María se queja de que escribió un libro por presión de sus lectoras y pide perdón porque para ella es insoportable, desde la platea le dicen lo contrario, y, por supuesto, todas anuncian sus próximos libros.
El final es con Florencia Bonelli y su agradecimiento eterno a sus lectoras, con quienes comenzó desde “Marlene” un sistema de comunicación, ahora por redes, antes por mail. La primera fue, nadie menos, que Gloria V. Casañas.
“Vengo de una familia muy católica, muy conservadora, y fue arduo romper con eso, y yo dejo brotar porque nada me escandaliza”.

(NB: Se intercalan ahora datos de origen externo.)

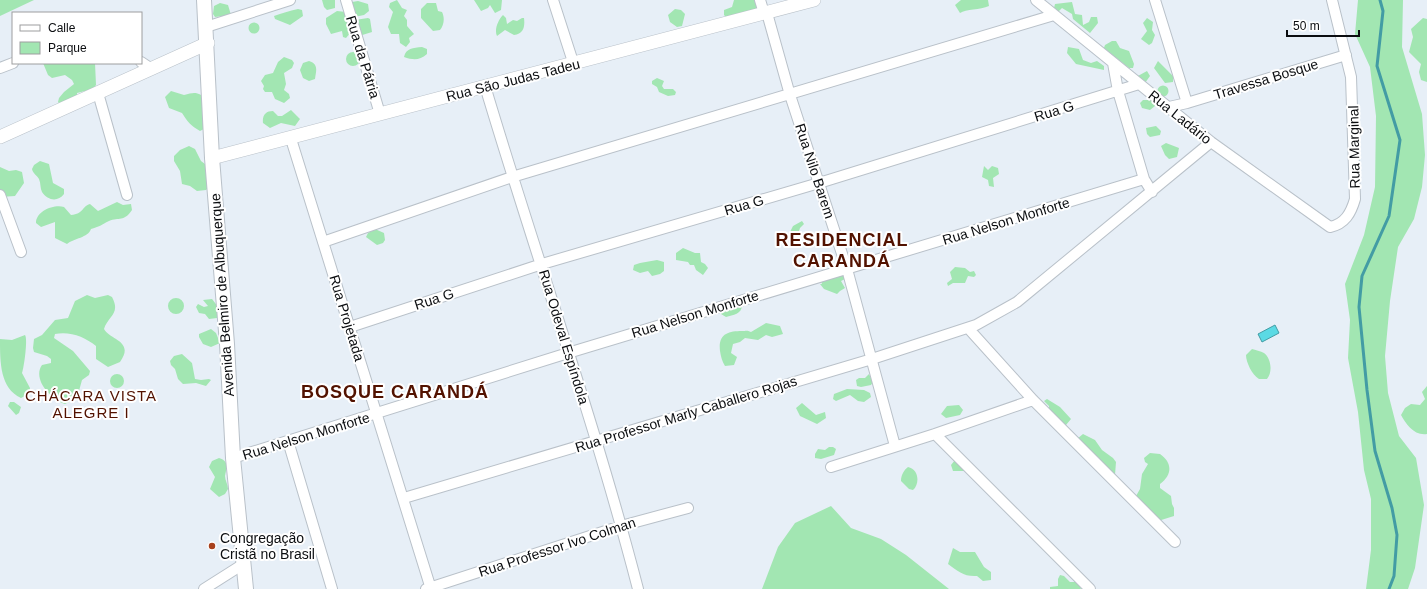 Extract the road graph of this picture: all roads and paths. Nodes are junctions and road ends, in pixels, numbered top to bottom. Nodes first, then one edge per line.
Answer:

“El árabe” fue un libro que le prestó su suegra y dio comienzo a todo. Conoció la astrología a los 40 años y, en sus propias palabras, le abrió las puertas al autoconocimiento, por eso escribió la colección para adolescentes, para que tengan una herramienta para que se relacionen con los otros y su entorno. Concibe la astrología como herramienta de poder.
El resto de la charla se concentró en su próximo libro, anunciado para el mes que viene, sobre la Diana, el personaje secundario de Caballo de Fuego, que tardó mucho en escribir porque sufrió una depresión en el medio a causa de la investigación de las masacres de la guerra que protagoniza: “Me estaba bombardeando de temas oscuros. Corté y me distraje. Después retomé más tranquila. Me gustaría ser como ella, la admiro porque está cuerda y está viva. Fue difícil escribir su camino de sanación”.
“Empecé a escribir porque me desbordaba”, culmina, para sellar el encuentro con una historia de amor, la ella con su marido, Miguel, a quien conoció en Económicas, y gracias, a su madre, el libro que la llevó a su profesión actual. El destino quedó así sellado, como en las novelas.